Here, the administrative record gives no indication of the insured’s subjective expectations and, accordingly, the objective inquiry should guide this court in deciding whether Defendant rendered an unreasonable interpretation of the PAI Policy. On the basis of Defendant’s denial letter, Defendant evidently defines “accidental” to exclude acts which “render[ ] the infliction of serious injury or death reasonably foreseeable.” (See J.A. at 201) Defendant’s interpretation of “accidental” therefore does not comport with the Wickman court’s objective inquiry, which asks whether injury was “highly likely to occur as a result of the insured’s” act. See Wickman, 908 F.2d at 1088. A “highly likely” consequence is something probable, not merely possible. A reasonable person, with a background and characteristics similar to the insured, undoubtedly knows that driving while legally intoxicated entails risks of injury, death, arrest, and prosecution.

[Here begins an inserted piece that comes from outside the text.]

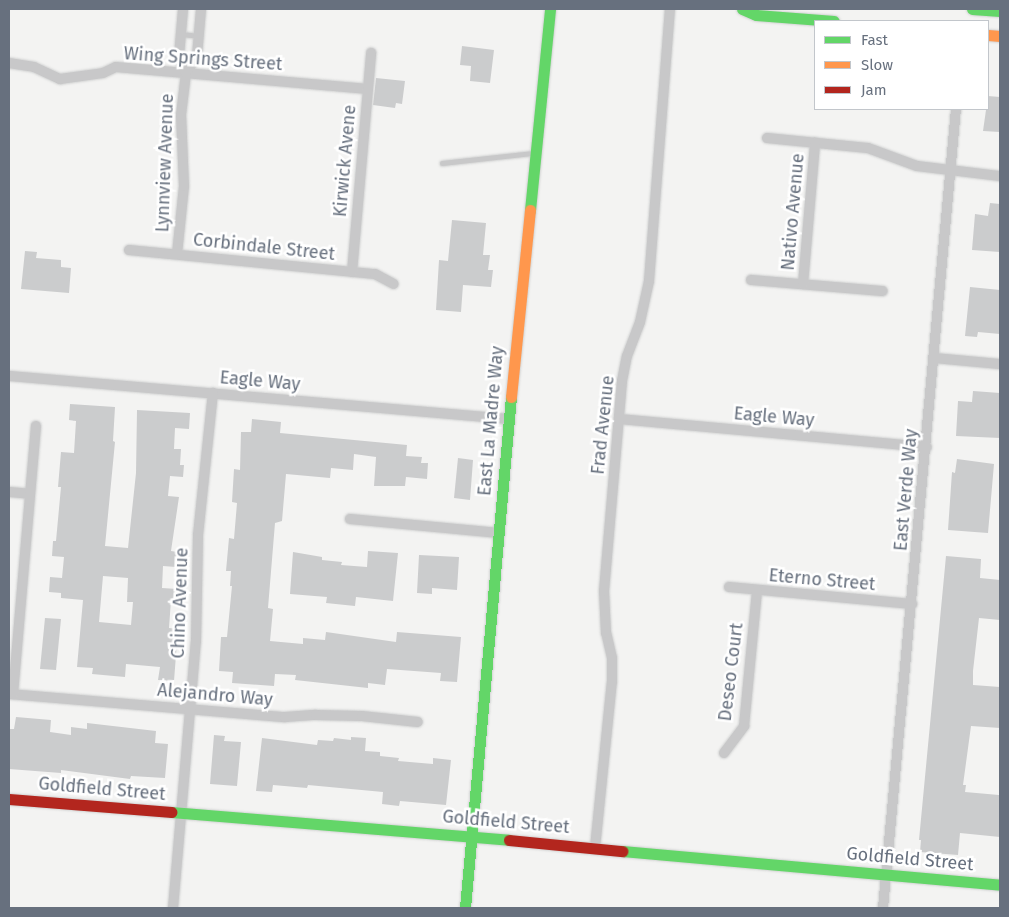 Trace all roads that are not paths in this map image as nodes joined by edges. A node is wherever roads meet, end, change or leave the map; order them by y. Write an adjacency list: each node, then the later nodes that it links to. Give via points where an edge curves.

However, knowledge of the risk of injury or death — both potential consequences of driving while intoxicated — does not equal knowledge of probable injury or death. Statistically speaking, legally intoxicated motorists arrive safely at their destination without incident more often than not. Of those that do not, police apprehend and arrest a great many legally intoxicated motorists. Comparatively, the number of legally intoxicated motorists either injured or killed in crashes linked to alcohol is rather small.

Illustratively, according to the National Highway Traffic Safety Administration, 17,105 people died in alcohol-related motor vehicle crashes in 2003, a figure that accounts for 40 percent of all traffic-related deaths that year. The Federal Bureau of Investigation’s 2003 Uniform Crime Report indicates that an estimated 1,448,148 motorists were arrested for driving under the influence that year. Finally, the Substance Abuse and Mental Health Services Administration, in a report issued September 2005, found an estimated 30.7 million persons nationwide took alcohol-impaired trips during 2003.3 Even assuming only 10 million alcohol-impaired trips occurred that year, a mere 14.4 percent of impaired motorists were arrested, while 0.17 percent died in alcohol-related incidents. Thus, injury or death most certainly cannot be deemed a “highly likely” consequence of driving while intoxicated. See West v. Aetna Life Ins. Co., 171 F.Supp.2d 856, 904 (N.D.Iowa 2001) (“What ‘common knowledge’ should actually tell a person driving while intoxicated is that he or she is far more likely to be arrested for driving while intoxicated than to die or be injured in an alcohol related automobile crash, and far more likely to arrive home than to be either arrested, injured, or killed.”).

In effect, under the guise of interpretation, Defendant took it upon itself to rewrite the PAI Policy by adding terms where none previously existed. See Jones, 385 F.3d at 665. Defendant interpreted what should be an inclusive term to exclusionary effect, excluding coverage for accidental injury following from acts which

*630“render[ ] the infliction of serious injury or death reasonably foreseeable.” As applied to Plaintiffs claim, Defendant purports to interpret “accidental” in this manner, but in reality add a new exclusion for accidental injury sustained by legally intoxicated motorists. This sort of post-hoc requirement falls well outside the bounds of Defendant’s discretion as a plan administrator interpreting an ERISA plan, which notably “does not include the authority to add eligibility requirements to the plan.” See Jones, 385 F.3d at 661. What is more, it renders meaningless several express exclusionary provisions, including exclusions for flight in an aircraft while a student pilot, injuries caused in whole or part by war or war-like action, or the use of drugs other than as prescribed by a physician.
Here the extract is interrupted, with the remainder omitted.